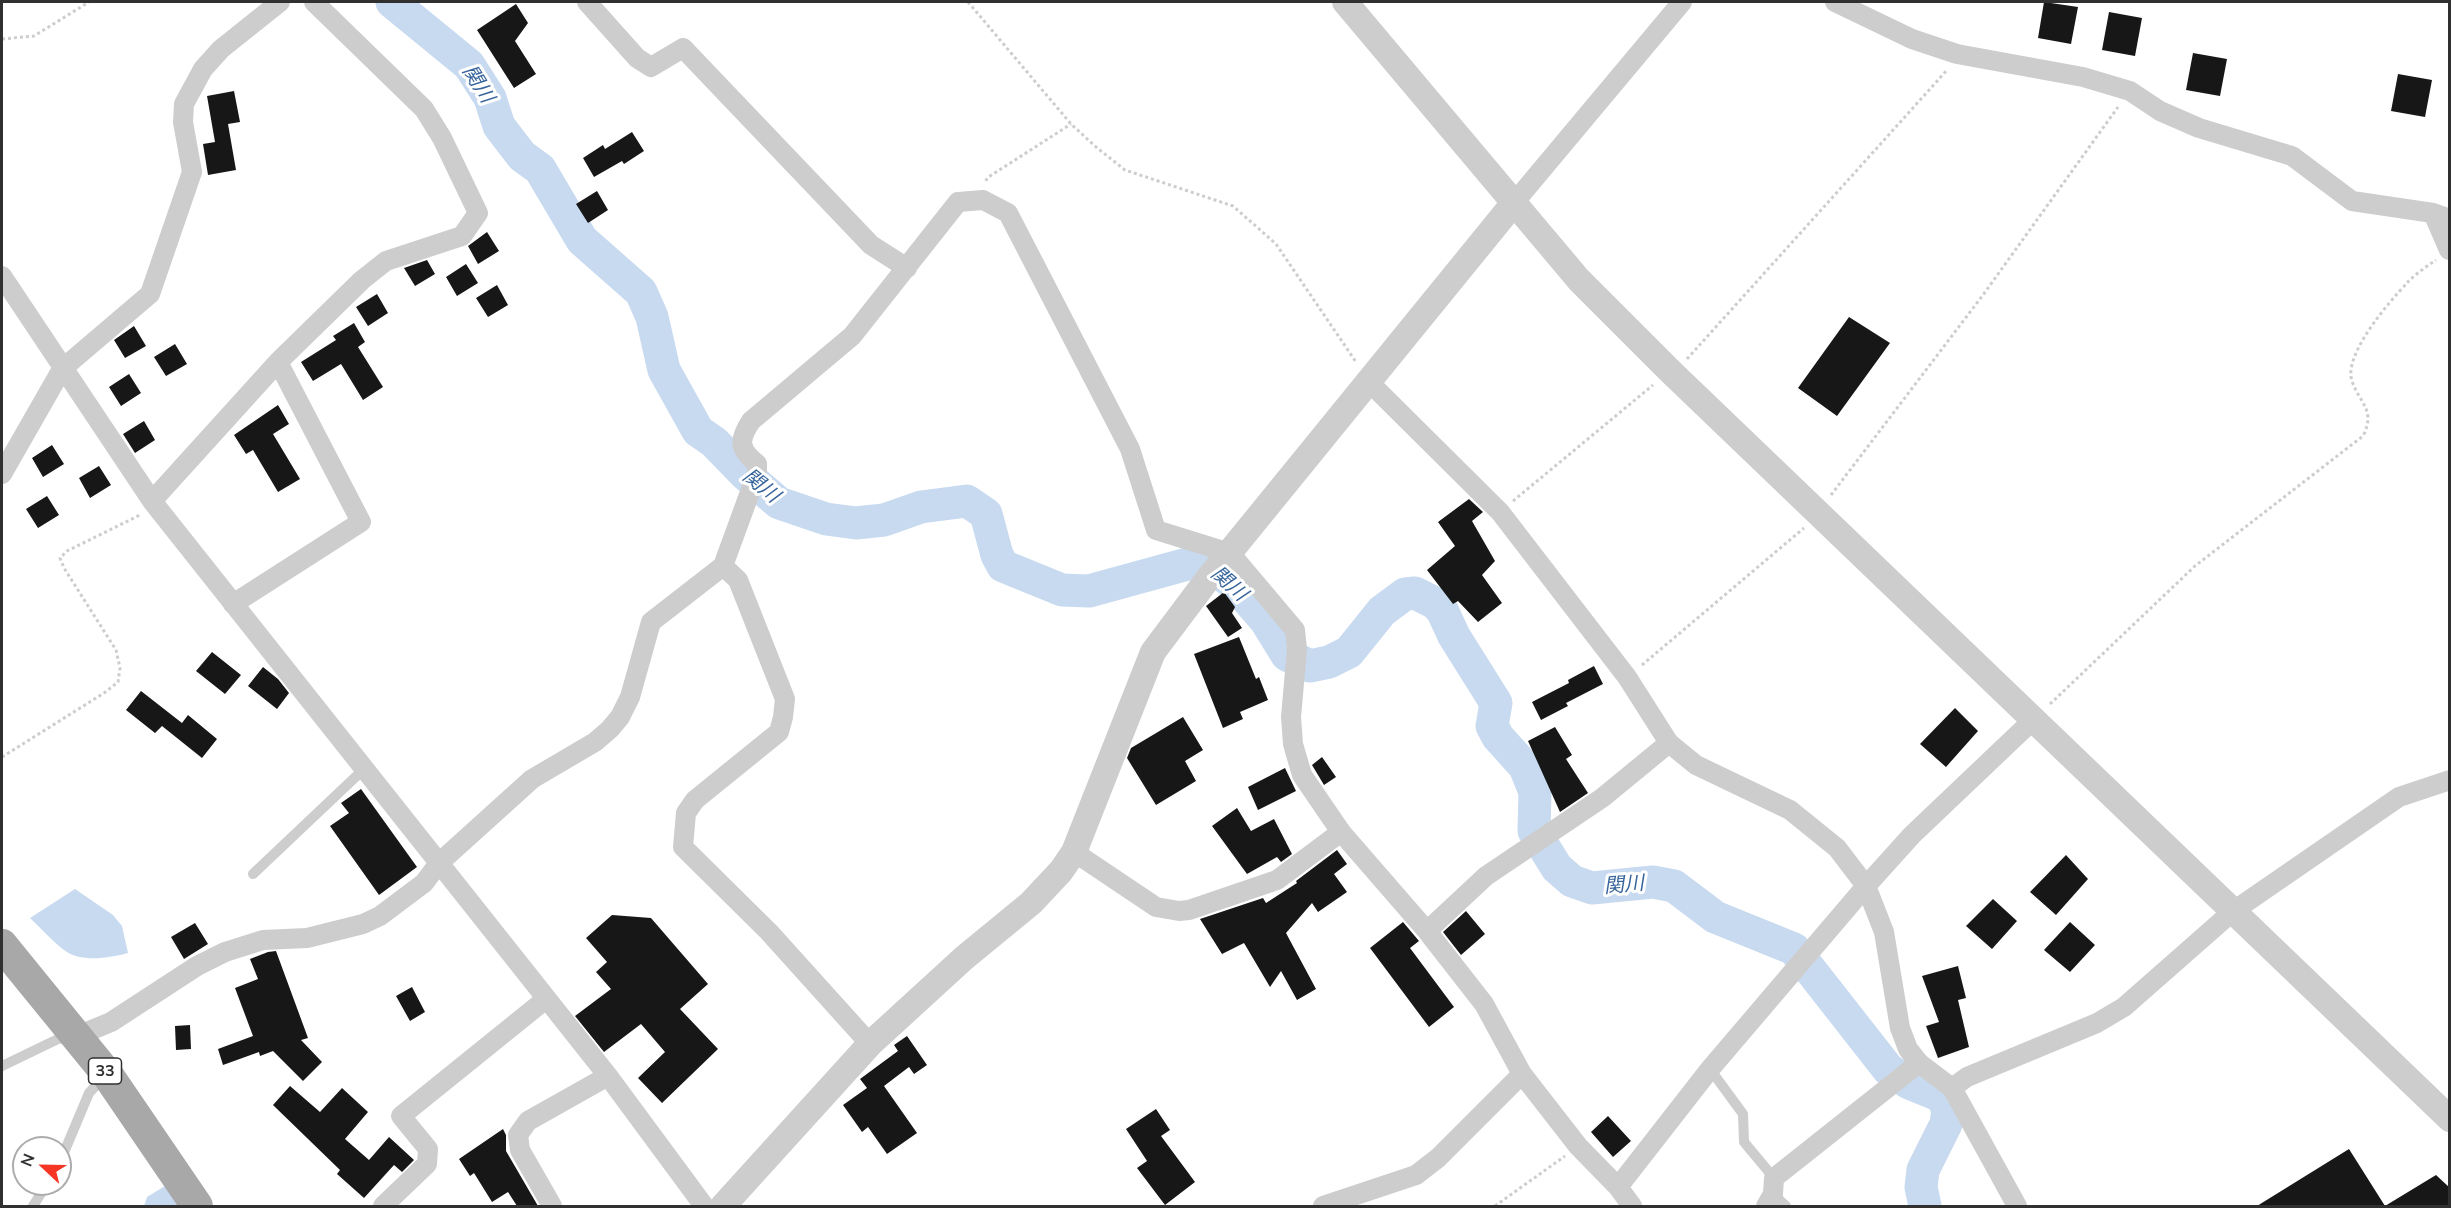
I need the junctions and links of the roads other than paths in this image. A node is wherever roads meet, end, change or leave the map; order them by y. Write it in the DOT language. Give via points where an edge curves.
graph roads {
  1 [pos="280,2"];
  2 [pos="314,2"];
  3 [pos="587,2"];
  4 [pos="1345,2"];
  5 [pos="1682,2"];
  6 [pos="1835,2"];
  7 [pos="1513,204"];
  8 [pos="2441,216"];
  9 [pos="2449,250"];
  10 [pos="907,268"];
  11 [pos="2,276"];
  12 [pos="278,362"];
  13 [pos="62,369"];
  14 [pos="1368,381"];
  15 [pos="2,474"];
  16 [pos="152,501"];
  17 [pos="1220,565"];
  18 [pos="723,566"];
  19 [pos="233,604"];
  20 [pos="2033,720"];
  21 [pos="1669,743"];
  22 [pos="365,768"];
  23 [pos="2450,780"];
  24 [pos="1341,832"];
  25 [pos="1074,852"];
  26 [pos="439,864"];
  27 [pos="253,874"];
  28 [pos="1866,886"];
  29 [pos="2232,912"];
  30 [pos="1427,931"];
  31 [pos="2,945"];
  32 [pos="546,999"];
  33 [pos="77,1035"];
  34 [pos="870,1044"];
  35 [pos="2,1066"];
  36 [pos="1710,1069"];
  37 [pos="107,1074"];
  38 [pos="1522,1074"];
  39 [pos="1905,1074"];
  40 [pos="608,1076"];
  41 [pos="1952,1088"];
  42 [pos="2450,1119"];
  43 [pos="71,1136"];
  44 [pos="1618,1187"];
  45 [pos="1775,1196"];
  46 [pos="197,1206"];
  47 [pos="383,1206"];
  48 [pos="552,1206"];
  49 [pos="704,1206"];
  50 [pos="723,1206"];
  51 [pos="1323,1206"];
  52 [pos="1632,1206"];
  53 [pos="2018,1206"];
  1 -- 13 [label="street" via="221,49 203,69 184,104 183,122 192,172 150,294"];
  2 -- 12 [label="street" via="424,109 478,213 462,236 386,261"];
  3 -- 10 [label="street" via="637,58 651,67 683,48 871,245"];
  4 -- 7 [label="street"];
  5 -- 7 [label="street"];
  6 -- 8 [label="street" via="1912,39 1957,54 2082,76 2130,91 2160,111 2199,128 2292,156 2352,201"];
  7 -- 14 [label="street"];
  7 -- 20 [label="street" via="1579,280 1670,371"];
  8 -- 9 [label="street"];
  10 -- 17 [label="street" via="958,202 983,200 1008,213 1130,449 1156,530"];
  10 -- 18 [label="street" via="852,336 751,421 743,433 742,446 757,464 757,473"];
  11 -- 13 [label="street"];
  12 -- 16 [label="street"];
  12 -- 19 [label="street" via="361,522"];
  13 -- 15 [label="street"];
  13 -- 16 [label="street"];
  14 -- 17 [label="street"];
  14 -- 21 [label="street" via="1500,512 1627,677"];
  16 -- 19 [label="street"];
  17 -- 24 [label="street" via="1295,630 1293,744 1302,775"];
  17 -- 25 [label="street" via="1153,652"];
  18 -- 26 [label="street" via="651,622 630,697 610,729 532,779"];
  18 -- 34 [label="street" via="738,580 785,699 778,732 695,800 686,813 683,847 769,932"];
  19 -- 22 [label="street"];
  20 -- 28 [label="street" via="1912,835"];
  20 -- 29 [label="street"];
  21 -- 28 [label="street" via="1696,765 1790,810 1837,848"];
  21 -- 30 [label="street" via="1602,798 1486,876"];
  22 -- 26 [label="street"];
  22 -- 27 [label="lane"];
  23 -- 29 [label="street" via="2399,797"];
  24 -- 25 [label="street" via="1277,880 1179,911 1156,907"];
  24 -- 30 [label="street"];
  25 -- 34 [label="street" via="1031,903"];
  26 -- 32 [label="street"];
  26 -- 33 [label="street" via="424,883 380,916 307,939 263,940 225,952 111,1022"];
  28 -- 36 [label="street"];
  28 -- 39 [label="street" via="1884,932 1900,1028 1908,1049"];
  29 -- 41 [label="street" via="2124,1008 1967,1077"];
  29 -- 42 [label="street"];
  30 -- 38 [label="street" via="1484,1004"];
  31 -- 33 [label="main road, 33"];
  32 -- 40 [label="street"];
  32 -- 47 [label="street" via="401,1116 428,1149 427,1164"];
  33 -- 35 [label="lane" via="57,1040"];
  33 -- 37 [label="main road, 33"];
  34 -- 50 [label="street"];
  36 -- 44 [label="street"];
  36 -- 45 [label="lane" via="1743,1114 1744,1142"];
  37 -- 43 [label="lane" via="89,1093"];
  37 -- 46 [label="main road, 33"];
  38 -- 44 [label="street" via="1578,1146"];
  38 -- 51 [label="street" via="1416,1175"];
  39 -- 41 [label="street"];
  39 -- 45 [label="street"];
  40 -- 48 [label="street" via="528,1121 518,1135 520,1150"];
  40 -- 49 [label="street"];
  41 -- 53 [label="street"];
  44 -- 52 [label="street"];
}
━━━━━━━━━━━━━━━━━━━━
Pictures aside, repeat every entry exactly as written.

I need the junctions and links of the roads other than paths in this image. A node is wherever roads meet, end, change or leave the map; order them by y. Write it in the DOT language. Give via points where an edge curves.
graph roads {
  1 [pos="280,2"];
  2 [pos="314,2"];
  3 [pos="587,2"];
  4 [pos="1345,2"];
  5 [pos="1682,2"];
  6 [pos="1835,2"];
  7 [pos="1513,204"];
  8 [pos="2441,216"];
  9 [pos="2449,250"];
  10 [pos="907,268"];
  11 [pos="2,276"];
  12 [pos="278,362"];
  13 [pos="62,369"];
  14 [pos="1368,381"];
  15 [pos="2,474"];
  16 [pos="152,501"];
  17 [pos="1220,565"];
  18 [pos="723,566"];
  19 [pos="233,604"];
  20 [pos="2033,720"];
  21 [pos="1669,743"];
  22 [pos="365,768"];
  23 [pos="2450,780"];
  24 [pos="1341,832"];
  25 [pos="1074,852"];
  26 [pos="439,864"];
  27 [pos="253,874"];
  28 [pos="1866,886"];
  29 [pos="2232,912"];
  30 [pos="1427,931"];
  31 [pos="2,945"];
  32 [pos="546,999"];
  33 [pos="77,1035"];
  34 [pos="870,1044"];
  35 [pos="2,1066"];
  36 [pos="1710,1069"];
  37 [pos="107,1074"];
  38 [pos="1522,1074"];
  39 [pos="1905,1074"];
  40 [pos="608,1076"];
  41 [pos="1952,1088"];
  42 [pos="2450,1119"];
  43 [pos="71,1136"];
  44 [pos="1618,1187"];
  45 [pos="1775,1196"];
  46 [pos="197,1206"];
  47 [pos="383,1206"];
  48 [pos="552,1206"];
  49 [pos="704,1206"];
  50 [pos="723,1206"];
  51 [pos="1323,1206"];
  52 [pos="1632,1206"];
  53 [pos="2018,1206"];
  1 -- 13 [label="street" via="221,49 203,69 184,104 183,122 192,172 150,294"];
  2 -- 12 [label="street" via="424,109 478,213 462,236 386,261"];
  3 -- 10 [label="street" via="637,58 651,67 683,48 871,245"];
  4 -- 7 [label="street"];
  5 -- 7 [label="street"];
  6 -- 8 [label="street" via="1912,39 1957,54 2082,76 2130,91 2160,111 2199,128 2292,156 2352,201"];
  7 -- 14 [label="street"];
  7 -- 20 [label="street" via="1579,280 1670,371"];
  8 -- 9 [label="street"];
  10 -- 17 [label="street" via="958,202 983,200 1008,213 1130,449 1156,530"];
  10 -- 18 [label="street" via="852,336 751,421 743,433 742,446 757,464 757,473"];
  11 -- 13 [label="street"];
  12 -- 16 [label="street"];
  12 -- 19 [label="street" via="361,522"];
  13 -- 15 [label="street"];
  13 -- 16 [label="street"];
  14 -- 17 [label="street"];
  14 -- 21 [label="street" via="1500,512 1627,677"];
  16 -- 19 [label="street"];
  17 -- 24 [label="street" via="1295,630 1293,744 1302,775"];
  17 -- 25 [label="street" via="1153,652"];
  18 -- 26 [label="street" via="651,622 630,697 610,729 532,779"];
  18 -- 34 [label="street" via="738,580 785,699 778,732 695,800 686,813 683,847 769,932"];
  19 -- 22 [label="street"];
  20 -- 28 [label="street" via="1912,835"];
  20 -- 29 [label="street"];
  21 -- 28 [label="street" via="1696,765 1790,810 1837,848"];
  21 -- 30 [label="street" via="1602,798 1486,876"];
  22 -- 26 [label="street"];
  22 -- 27 [label="lane"];
  23 -- 29 [label="street" via="2399,797"];
  24 -- 25 [label="street" via="1277,880 1179,911 1156,907"];
  24 -- 30 [label="street"];
  25 -- 34 [label="street" via="1031,903"];
  26 -- 32 [label="street"];
  26 -- 33 [label="street" via="424,883 380,916 307,939 263,940 225,952 111,1022"];
  28 -- 36 [label="street"];
  28 -- 39 [label="street" via="1884,932 1900,1028 1908,1049"];
  29 -- 41 [label="street" via="2124,1008 1967,1077"];
  29 -- 42 [label="street"];
  30 -- 38 [label="street" via="1484,1004"];
  31 -- 33 [label="main road, 33"];
  32 -- 40 [label="street"];
  32 -- 47 [label="street" via="401,1116 428,1149 427,1164"];
  33 -- 35 [label="lane" via="57,1040"];
  33 -- 37 [label="main road, 33"];
  34 -- 50 [label="street"];
  36 -- 44 [label="street"];
  36 -- 45 [label="lane" via="1743,1114 1744,1142"];
  37 -- 43 [label="lane" via="89,1093"];
  37 -- 46 [label="main road, 33"];
  38 -- 44 [label="street" via="1578,1146"];
  38 -- 51 [label="street" via="1416,1175"];
  39 -- 41 [label="street"];
  39 -- 45 [label="street"];
  40 -- 48 [label="street" via="528,1121 518,1135 520,1150"];
  40 -- 49 [label="street"];
  41 -- 53 [label="street"];
  44 -- 52 [label="street"];
}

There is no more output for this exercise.